**About this task**
Going through the entries below, copy out each line that contains "function".

_ _ _ _

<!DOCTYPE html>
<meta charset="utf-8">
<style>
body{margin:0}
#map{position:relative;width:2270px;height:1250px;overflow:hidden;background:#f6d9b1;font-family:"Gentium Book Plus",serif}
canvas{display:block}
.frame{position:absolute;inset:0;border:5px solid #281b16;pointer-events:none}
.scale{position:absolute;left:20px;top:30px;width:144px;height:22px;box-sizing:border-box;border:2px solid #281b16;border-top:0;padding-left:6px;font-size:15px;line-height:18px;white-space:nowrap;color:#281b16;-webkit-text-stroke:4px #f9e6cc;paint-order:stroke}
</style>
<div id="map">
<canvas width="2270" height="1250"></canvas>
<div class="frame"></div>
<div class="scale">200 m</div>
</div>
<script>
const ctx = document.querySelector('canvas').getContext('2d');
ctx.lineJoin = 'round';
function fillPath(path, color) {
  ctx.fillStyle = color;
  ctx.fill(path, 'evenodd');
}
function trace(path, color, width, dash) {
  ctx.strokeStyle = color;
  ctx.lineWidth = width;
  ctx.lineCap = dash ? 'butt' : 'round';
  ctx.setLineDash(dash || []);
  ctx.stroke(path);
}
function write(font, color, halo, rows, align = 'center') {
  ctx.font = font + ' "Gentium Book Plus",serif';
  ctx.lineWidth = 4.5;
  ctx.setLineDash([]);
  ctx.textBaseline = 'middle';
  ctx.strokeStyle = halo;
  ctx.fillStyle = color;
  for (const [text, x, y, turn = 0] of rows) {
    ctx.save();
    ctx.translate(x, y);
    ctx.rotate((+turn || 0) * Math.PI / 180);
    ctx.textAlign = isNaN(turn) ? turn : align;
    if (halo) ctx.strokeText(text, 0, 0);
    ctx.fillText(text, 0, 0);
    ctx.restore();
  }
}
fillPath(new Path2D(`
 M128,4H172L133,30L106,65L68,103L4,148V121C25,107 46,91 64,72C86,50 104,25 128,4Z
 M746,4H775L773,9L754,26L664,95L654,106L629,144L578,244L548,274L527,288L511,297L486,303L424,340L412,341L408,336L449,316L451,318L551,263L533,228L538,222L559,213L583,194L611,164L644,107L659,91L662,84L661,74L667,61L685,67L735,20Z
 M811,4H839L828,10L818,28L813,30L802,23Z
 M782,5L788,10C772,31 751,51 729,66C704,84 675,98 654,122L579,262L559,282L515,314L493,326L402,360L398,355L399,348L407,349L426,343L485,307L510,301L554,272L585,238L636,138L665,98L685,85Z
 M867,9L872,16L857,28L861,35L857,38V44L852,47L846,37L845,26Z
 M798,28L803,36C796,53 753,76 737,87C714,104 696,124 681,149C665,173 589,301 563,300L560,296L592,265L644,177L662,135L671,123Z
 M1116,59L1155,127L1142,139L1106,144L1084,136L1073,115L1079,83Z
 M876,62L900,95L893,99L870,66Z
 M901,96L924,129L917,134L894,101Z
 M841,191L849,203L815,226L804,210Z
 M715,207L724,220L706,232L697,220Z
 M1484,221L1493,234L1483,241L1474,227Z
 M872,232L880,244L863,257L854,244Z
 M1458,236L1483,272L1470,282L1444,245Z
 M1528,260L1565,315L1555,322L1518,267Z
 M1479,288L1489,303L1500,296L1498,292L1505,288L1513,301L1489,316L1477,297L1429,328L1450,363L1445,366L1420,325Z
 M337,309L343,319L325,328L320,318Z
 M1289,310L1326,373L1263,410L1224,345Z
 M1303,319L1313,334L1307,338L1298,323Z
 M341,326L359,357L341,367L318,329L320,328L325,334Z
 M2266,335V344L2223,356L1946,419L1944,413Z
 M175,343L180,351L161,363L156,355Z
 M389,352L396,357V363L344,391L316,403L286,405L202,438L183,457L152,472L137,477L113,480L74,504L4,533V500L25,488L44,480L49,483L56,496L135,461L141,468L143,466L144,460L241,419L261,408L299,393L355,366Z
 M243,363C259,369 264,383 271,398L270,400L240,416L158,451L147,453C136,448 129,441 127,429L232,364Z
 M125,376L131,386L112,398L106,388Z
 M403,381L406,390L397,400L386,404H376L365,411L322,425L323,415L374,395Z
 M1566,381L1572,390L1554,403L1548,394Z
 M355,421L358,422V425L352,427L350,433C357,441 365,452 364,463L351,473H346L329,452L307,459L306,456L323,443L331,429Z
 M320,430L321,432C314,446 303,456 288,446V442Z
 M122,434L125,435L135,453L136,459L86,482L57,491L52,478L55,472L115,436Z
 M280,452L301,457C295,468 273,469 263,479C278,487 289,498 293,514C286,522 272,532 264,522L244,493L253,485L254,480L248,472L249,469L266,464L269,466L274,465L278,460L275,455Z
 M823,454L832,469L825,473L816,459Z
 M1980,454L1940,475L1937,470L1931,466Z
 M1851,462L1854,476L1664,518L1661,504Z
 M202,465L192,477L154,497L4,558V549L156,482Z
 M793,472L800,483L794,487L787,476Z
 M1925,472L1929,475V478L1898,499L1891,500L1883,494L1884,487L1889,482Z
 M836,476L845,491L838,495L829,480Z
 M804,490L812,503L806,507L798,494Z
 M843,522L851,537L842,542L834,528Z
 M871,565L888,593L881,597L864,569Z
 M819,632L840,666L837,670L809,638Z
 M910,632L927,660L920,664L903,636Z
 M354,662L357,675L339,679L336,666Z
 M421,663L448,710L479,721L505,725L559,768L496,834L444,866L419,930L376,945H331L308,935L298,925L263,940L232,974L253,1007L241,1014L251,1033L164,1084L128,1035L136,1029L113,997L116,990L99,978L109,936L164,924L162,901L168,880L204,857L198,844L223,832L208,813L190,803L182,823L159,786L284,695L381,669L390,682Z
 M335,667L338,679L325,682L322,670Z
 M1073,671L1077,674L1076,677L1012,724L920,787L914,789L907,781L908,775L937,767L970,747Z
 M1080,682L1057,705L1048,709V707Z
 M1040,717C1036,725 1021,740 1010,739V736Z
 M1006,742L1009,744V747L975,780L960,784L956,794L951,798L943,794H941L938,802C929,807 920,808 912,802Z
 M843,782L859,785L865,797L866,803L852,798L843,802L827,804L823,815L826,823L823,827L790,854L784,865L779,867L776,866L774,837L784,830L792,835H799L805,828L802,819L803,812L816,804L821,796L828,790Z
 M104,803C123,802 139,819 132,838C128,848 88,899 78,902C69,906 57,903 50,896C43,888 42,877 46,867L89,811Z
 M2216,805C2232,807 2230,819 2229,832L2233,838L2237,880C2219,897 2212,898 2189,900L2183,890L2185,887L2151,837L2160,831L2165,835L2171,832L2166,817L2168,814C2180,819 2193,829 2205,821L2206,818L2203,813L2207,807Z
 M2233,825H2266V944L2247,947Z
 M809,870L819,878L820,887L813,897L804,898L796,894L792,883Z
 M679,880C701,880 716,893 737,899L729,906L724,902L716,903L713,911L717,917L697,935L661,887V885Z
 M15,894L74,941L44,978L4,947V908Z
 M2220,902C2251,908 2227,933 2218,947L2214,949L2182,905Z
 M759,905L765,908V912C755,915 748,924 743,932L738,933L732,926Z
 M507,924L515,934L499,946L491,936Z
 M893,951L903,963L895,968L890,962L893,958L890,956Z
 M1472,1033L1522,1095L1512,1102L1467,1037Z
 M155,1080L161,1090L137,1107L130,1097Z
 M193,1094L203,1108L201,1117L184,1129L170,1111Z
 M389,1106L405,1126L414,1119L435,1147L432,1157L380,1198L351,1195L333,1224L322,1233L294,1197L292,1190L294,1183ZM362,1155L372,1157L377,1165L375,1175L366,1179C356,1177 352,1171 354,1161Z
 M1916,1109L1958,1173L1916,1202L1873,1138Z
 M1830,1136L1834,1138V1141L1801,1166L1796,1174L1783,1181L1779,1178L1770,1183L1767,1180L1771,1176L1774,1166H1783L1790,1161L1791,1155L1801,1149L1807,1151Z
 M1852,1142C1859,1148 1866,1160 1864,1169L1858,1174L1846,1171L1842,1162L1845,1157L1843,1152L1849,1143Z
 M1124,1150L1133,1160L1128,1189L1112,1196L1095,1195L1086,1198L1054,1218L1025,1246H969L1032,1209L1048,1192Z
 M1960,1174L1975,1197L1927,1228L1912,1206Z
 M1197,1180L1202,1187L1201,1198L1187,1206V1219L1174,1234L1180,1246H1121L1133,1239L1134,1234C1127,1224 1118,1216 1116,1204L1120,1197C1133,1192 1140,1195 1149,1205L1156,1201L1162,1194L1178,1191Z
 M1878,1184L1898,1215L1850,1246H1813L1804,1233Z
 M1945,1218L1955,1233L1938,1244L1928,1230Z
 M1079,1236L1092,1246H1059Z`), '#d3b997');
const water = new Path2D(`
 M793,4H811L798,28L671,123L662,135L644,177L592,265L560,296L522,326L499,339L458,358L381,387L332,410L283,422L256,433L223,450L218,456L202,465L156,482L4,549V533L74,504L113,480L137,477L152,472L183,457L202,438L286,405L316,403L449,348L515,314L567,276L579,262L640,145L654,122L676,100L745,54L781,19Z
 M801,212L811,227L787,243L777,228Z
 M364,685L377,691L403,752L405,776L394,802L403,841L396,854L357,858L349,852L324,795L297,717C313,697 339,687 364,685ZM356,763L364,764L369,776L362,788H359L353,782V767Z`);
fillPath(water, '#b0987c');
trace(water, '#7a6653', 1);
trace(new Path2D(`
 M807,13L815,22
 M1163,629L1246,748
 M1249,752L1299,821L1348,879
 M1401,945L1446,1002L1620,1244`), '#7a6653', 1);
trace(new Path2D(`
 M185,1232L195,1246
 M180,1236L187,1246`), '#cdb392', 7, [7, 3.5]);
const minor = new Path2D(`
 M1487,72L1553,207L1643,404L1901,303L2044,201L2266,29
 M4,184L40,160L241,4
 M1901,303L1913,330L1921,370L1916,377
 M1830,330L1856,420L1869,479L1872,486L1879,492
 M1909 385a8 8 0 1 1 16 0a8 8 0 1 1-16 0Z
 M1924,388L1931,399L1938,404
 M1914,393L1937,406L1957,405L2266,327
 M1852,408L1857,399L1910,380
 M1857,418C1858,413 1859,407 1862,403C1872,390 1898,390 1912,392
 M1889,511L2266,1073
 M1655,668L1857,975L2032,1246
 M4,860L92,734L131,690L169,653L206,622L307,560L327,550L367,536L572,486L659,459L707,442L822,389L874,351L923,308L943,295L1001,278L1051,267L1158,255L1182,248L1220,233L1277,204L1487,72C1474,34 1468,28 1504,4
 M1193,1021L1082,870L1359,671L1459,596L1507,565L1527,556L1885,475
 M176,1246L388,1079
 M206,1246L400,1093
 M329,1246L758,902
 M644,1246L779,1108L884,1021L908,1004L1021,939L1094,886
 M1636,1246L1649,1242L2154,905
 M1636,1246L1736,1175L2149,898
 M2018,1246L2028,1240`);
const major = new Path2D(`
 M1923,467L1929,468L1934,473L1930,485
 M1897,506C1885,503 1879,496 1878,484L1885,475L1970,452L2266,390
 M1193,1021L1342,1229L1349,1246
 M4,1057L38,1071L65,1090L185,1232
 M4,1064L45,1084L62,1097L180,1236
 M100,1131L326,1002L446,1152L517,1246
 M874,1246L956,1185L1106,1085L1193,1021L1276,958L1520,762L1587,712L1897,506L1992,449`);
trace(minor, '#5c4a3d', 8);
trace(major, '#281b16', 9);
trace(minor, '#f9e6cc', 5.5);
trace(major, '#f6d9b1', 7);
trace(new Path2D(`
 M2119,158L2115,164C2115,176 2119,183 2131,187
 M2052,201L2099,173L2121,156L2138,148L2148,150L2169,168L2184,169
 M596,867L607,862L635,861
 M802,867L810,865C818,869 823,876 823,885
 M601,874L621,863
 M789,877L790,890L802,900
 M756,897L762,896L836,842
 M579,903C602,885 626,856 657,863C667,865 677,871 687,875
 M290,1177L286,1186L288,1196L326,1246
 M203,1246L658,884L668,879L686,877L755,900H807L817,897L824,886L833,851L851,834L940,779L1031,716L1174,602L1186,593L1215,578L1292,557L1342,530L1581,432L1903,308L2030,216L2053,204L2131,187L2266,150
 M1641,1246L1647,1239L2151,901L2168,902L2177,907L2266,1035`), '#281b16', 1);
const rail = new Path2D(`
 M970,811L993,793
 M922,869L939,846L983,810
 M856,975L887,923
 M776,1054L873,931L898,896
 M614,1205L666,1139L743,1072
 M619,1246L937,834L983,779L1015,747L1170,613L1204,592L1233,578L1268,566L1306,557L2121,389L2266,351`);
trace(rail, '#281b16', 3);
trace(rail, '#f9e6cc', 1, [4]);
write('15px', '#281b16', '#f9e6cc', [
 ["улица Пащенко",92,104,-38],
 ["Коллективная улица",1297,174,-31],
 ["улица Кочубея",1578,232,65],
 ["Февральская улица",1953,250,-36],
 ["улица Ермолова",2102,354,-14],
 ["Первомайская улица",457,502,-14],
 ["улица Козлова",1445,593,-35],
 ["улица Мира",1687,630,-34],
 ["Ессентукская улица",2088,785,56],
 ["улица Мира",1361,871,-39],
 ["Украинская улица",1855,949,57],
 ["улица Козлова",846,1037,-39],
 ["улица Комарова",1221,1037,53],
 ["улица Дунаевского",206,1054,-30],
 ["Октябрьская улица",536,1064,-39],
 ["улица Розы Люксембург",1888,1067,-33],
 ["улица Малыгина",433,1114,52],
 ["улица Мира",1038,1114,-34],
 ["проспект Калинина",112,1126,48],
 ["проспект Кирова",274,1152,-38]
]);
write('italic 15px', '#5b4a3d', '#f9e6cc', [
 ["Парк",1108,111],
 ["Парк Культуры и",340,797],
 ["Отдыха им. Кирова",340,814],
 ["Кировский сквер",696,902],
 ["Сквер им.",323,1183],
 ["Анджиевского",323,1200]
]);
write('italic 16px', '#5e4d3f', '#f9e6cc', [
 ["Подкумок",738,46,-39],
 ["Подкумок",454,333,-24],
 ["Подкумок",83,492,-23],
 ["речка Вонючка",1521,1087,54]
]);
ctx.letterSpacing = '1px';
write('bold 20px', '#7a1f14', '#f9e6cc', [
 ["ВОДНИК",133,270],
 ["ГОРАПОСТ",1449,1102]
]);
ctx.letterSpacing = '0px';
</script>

_ _ _ _

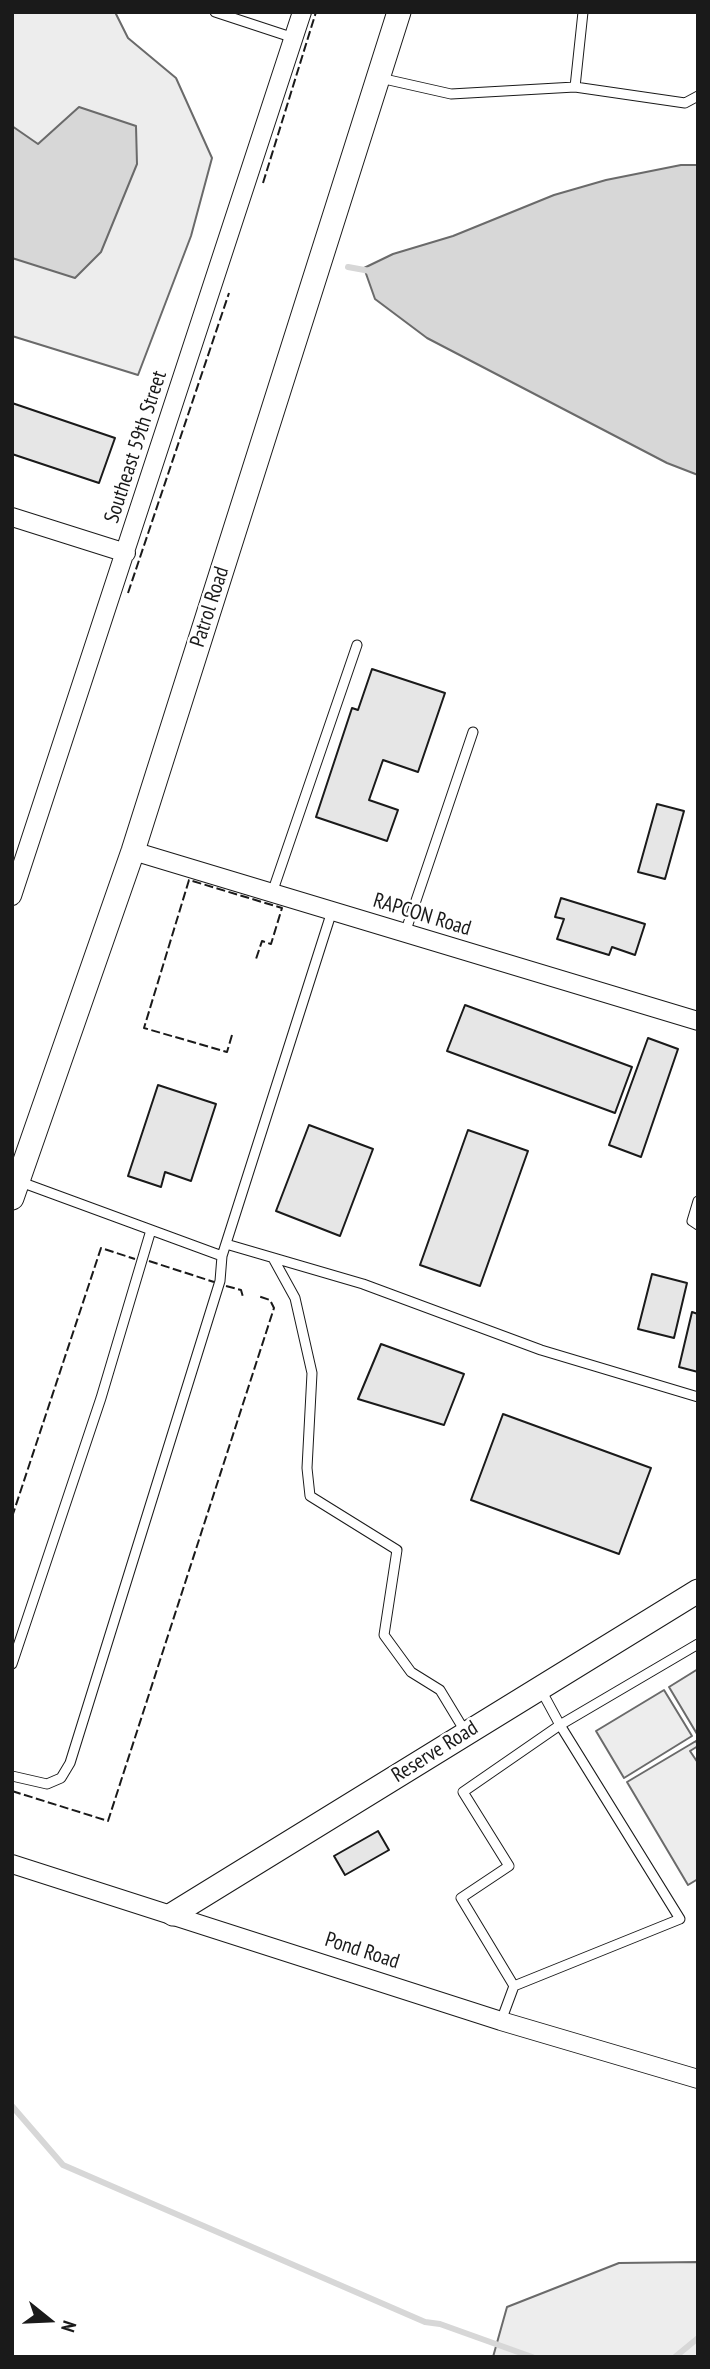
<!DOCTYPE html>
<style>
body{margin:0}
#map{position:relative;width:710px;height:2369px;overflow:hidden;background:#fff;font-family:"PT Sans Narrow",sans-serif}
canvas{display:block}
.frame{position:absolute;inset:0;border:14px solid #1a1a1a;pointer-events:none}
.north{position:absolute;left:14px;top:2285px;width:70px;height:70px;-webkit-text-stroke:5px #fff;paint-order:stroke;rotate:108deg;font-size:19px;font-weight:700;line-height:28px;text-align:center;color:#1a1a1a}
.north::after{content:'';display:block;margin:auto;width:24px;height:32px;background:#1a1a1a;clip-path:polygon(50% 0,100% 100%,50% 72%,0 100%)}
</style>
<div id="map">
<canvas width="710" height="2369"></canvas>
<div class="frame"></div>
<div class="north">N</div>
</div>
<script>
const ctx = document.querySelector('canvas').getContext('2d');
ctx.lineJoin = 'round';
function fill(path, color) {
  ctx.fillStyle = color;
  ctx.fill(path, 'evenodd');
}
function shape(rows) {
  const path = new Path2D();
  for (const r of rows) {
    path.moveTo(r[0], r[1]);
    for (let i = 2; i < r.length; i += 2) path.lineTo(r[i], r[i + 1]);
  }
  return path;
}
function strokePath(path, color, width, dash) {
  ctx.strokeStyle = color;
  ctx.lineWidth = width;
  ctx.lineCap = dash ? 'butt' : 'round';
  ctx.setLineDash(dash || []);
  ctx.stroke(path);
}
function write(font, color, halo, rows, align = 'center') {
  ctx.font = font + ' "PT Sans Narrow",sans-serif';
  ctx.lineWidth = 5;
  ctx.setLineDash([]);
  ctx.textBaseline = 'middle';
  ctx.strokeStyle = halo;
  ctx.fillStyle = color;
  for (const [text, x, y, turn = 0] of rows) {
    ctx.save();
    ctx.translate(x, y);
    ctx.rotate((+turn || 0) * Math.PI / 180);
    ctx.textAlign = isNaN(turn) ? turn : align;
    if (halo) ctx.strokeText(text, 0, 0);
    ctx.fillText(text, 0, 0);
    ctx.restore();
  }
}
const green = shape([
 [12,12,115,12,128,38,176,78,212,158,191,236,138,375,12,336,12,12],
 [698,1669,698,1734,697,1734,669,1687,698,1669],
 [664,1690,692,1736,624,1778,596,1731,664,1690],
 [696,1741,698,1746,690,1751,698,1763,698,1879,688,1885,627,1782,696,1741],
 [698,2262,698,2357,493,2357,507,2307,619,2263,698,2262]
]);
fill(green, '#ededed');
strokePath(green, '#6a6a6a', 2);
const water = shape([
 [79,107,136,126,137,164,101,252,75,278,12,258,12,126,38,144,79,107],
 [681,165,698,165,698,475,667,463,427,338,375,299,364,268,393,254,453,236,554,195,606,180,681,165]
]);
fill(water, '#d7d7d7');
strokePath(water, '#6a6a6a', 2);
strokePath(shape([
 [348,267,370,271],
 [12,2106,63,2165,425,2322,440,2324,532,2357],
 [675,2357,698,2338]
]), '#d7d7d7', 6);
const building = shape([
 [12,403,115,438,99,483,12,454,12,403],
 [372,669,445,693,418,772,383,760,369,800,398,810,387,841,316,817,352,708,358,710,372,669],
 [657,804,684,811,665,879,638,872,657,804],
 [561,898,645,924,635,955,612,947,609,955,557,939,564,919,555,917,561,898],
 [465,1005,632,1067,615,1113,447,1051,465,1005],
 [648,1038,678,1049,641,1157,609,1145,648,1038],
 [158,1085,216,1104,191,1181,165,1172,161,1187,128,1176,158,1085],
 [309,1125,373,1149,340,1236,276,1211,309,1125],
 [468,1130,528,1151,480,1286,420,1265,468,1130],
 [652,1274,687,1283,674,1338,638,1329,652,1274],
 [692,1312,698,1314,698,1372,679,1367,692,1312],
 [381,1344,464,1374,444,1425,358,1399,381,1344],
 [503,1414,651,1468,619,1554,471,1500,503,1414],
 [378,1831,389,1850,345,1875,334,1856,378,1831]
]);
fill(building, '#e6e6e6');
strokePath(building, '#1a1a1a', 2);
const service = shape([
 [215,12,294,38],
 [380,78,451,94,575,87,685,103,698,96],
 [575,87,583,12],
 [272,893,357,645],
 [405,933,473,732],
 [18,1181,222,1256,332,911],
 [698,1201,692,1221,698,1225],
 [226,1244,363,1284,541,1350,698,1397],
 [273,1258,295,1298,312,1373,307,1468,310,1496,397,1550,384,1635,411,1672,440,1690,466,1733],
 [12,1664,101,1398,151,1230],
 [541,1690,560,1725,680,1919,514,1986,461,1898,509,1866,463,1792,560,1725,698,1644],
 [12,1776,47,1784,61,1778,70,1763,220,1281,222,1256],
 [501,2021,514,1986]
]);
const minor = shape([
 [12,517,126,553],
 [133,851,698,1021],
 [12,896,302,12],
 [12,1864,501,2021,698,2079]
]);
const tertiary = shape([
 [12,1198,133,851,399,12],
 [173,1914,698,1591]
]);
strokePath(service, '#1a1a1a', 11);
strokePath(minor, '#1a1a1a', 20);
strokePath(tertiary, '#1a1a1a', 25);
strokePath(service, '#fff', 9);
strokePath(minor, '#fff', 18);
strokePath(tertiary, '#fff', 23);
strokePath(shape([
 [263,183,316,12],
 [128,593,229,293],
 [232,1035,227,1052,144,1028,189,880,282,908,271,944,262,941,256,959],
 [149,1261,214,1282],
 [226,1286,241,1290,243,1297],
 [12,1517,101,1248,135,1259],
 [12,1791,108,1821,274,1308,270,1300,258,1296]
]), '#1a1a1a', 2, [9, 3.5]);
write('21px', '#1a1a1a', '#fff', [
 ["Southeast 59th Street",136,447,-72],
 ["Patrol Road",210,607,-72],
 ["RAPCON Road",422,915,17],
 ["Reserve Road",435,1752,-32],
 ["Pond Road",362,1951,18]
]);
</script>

_ _ _ _

**Written response**
function fillPath(path, color) {
function trace(path, color, width, dash) {
function write(font, color, halo, rows, align = 'center') {
function fill(path, color) {
function shape(rows) {
function strokePath(path, color, width, dash) {
function write(font, color, halo, rows, align = 'center') {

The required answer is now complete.